6. Exhibit Two: Creating Musical History in Images

The history of the Gnawa is largely oral. Apart from a few books in French, there is hardly any scholarship on the Gnawa at all. Even the slave records from that time period are difficult to access. Unlike other Sufi-influenced groups in Morocco – like the Aissawa, for example (see Dermenghem 1954), or the Hamadsha (see Crapanzano 1973) – there is no shaykh who has left writings, not even any oral hagiography that is passed on from generation to generation. The transmission of Gnawa culture has been in the gestures, movements and attitudes of the body possessed. And in the musical and aesthetic repertoire, of course. The history is in the songs – all 243 of them. But even the songs themselves do not recount stories. There is no narrative line in the lyrics, only invocations to the different saints and spirits recognized by the Gnawa – Sidi Bilal, Abdulqadr Jilani, Sidi Musa, Lalla Aisha, Si Buhali, others. The names of these mluk (or possessors) are repeated over and over, their qualities praised, their aid solicited. The spirits of the ancestors are still alive. Why then would they need to be conjured in books when their presence is conjured regularly in the bodies of the entranced, the majdubin? As philosopher Edward Casey notes (1987), the body remembers the past as a form of presence. Body memory experiences the past as co-immanent with the present. By dancing to the spirits, moving to their dictates and rhythms (as Barbara Browning demonstrates in her 1995 book on samba), history is embodied and made to live in the present.

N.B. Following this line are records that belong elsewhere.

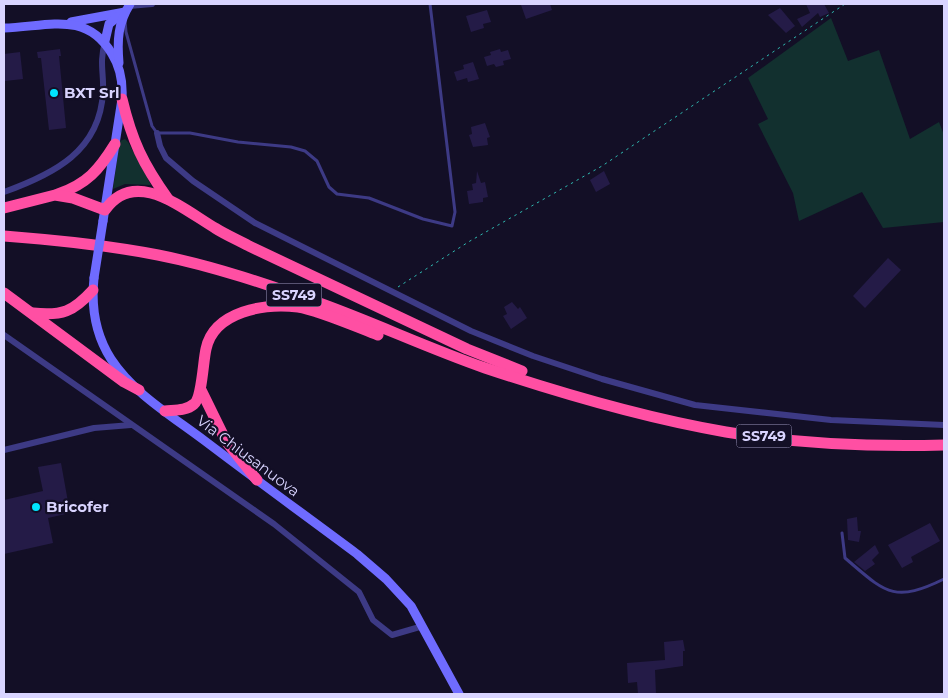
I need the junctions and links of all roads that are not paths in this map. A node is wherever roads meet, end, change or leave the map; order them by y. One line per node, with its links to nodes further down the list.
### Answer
1 (152, 4): 3 (street)
2 (430, 4): 9 (lane)
3 (128, 7): 4 (street); 6 (street); 7 (street, Via Chiusanuova); 9 (lane)
4 (65, 23): 5 (street); 6 (street)
5 (4, 28)
6 (105, 41): 7 (street); 11 (street)
7 (119, 65): 8 (street, Via Chiusanuova)
8 (122, 99): 10 (street, Via Chiusanuova); 13 (highway)
9 (157, 133): 27 (street)
10 (115, 144): 12 (highway); 15 (street, Via Chiusanuova)
11 (4, 192)
12 (55, 195): 14 (highway); 15 (highway)
13 (168, 199): 15 (highway); 24 (highway)
14 (4, 208)
15 (104, 216): 17 (street, Via Chiusanuova, bridge)
16 (4, 236): 21 (highway, SS749)
17 (94, 284): 19 (highway); 22 (street, Via Chiusanuova)
18 (4, 293): 19 (highway)
19 (33, 313): 22 (highway)
20 (4, 334): 26 (street)
21 (485, 368): 23 (highway); 24 (highway, SS749)
22 (139, 390): 25 (street, Via Chiusanuova)
23 (201, 390): 25 (highway); 30 (highway)
24 (588, 398): 28 (highway, SS749)
25 (165, 411): 30 (street, Via Chiusanuova)
26 (131, 425): 29 (street); 33 (street)
27 (944, 425)
28 (944, 446)
29 (4, 450)
30 (257, 480): 33 (street, Via Chiusanuova)
31 (842, 533): 32 (lane)
32 (944, 579)
33 (423, 626): 34 (street, Via Chiusanuova)
34 (459, 694)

In part, the absence of any written history protects the Gnawa from criticism from other Moroccans, as the syncretic beliefs of the Gnawa, expressed in a system of African aesthetics, are less than what most consider to be mainstream Islam in Morocco. Indeed, of all the mystic cults in Morocco that employ trance as a way of communing with the spiritual world, the Gnawa are the least understood. They are often compared to black magicians – that is, they are accused of practicing black magic and are also the targets of racism. "The Slaves of God," as anthropologist Viviana Pacques calls the Gnawa (1991), have reason to be circumspect about their manner of practicing devotion. Although the masters of a generation or two ago are still remembered in conversation, they are not reified.

The pantheon of spirits is not represented in any of the images displayed in Dar Gnawa. Moroccans do not portray the spirits in images except as they incarnate in the bodies of the believers. In the Gnawa worldview, the spirits are all around us, sometimes taking fleshly form, sometimes not. The images we do see on the wall in Dar Gnawa, however, are somewhat surprising. Abdullah El-Gourd refers to them as the "ancestors":

Ha huma an-nass al-qdam, there are the ancestors, the m’allam remarked when I approached the photographs to read the inscriptions in small print on the bottom. There were pictures of Rahsaan Roland Kirk, Eric Dolphy, Dexter Gordon, Thelonius Monk, Milt Hinton, Roy Eldridge, Johnny Copeland, Ben Webster, Archie Shepp, and, of course, Randy Weston, who is surrounded by pictures of the Gnawa masters.

How is it that African-Americans jazz legends come to define the ancestors in Dar Gnawa?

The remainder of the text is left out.